Am 12. August wird der Tag der Jugend gefeiert! Vor 17 Jahren wurde er als Gedenktag von den Vereinten Nationen ins Leben gerufen, damit er uns die Bedeutung der Jugend als Lebensphase und somit auch die Anliegen von Kindern und Jugendlichen auf der ganzen Welt in Erinnerung ruft. Vor allem geht es dabei um politische Themen wie Bildung und Umweltschutz: Was die Erwachsenen von heute festlegen, ist die Zukunft der Kinder von heute. Dieser vielleicht pathetisch anmutende Satz ist besonders für Länder wie Deutschland von Bedeutung, in denen der Bevölkerungsanteil der Kinder und Jugendlichen laut den Statistiken der Bundeszentrale für politische Bildung nur 10,7 Prozent entspricht. Die Anzahl der Menschen über 60 beträgt währenddessen 27,1 Prozent! Dass die Interessen, das Bewusstsein und die Meinungen von jungen und alten Menschen manchmal auseinandergehen, dürfte im letzten Jahr die Abstimmung über den Brexit in Großbritannien gezeigt haben. Mit der überdurchschnittlichen Anzahl an Wählenden im Rentenalter wurden die Belange von jungen Menschen systematisch wieder ausgesetzt. Für die Erwachsenen von morgen ein fatales Ergebnis.

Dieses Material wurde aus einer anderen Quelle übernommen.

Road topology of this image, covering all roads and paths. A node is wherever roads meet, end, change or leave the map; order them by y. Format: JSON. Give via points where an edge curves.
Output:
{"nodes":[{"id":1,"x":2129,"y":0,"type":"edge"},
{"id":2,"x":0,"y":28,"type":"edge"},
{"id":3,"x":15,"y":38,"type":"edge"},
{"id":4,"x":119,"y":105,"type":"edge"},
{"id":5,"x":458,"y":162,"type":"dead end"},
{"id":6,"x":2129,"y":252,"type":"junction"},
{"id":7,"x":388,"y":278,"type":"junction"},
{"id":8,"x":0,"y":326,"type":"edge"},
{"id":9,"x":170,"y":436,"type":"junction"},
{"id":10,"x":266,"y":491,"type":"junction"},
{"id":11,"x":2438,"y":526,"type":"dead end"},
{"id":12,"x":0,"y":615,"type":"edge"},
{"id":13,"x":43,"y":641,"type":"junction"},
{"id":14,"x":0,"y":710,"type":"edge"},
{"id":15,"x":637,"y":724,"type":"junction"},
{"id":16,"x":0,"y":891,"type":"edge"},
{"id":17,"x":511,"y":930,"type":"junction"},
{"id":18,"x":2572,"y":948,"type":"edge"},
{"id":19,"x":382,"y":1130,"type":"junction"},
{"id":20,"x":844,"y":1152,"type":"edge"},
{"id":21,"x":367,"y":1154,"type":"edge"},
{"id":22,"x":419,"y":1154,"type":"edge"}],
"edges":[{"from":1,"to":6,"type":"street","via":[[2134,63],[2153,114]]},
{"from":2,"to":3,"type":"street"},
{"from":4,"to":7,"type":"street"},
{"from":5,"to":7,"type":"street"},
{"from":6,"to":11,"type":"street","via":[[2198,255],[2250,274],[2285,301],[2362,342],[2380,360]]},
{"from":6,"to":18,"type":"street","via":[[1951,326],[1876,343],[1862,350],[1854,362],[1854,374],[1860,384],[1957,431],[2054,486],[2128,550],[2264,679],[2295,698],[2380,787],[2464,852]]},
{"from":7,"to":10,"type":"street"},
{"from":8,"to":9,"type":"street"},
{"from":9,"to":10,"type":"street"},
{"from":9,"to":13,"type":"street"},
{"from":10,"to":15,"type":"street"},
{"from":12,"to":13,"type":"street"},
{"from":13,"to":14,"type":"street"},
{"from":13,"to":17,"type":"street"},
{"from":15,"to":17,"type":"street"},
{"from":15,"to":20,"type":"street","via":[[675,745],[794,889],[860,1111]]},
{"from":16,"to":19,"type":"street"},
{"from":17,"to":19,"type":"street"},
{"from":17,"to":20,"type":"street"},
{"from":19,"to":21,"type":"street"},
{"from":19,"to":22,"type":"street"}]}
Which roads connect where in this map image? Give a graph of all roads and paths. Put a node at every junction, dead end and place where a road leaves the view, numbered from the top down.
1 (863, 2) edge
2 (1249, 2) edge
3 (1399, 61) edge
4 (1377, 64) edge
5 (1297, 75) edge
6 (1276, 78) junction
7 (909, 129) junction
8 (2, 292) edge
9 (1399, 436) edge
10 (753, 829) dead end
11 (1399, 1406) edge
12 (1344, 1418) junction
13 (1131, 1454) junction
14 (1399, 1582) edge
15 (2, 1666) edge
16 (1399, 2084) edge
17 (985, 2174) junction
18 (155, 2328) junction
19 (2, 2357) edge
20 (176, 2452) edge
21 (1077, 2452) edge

Die Jungen gegen die Alten?

Aber existiert dadurch so etwas wie eine Rivalität zwischen Jung und Alt? Wirft man einen Blick in die Sprachwissenschaft, könnte man geneigt sein, dem zuzustimmen. Denn nicht nur die Interessen und Meinungen unterscheiden sich zwischen der Jugend und den Generationen höheren Alters, sondern ebenso die Sprache. Die sogenannte Jugendsprache wird allseits fleißig zitiert, und es folgt die Unterstellung, sie sei das beste Beispiel für den Verfall der deutschen Sprache. Lange Zeit wurde sie als Lebensalter-Sprache bezeichnet und galt in ihrer Form auf den Zeitraum eines Menschenlebens begrenzt. Heute fasst man Jugendsprachen hingegen nicht mehr als halbwegs eigenständige Sprachsysteme, sondern als komplexe Varianten der Standardsprache auf, auch Varietäten genannt. Da die Jugend an sich aber keineswegs so gleichförmig ist, wie der schlichte Begriff Jugendsprache vermuten lässt, existieren vielmehr mehrere Jugendsprachenvarietäten nebeneinander, die sich auch gegenseitig beeinflussen. Je nach gesellschaftlichem Umfeld zeichnen sich also jugendsprachliche Varietäten ab: In der Schule wird unter Jugendlichen nicht so gesprochen wie auf dem Sportplatz, aber auch nicht so wie in der Universität oder in unterschiedlichen Musikszenen. Gemeinsam ist all diesen sprachlichen Variationen jedoch ihr Kontrast zur Standardsprache, der in grammatischer und lautlicher Hinsicht hervortritt, aber auch im Hinblick auf Wortbildungen und die Verwendung von einzelnen Wörtern deutlich wird.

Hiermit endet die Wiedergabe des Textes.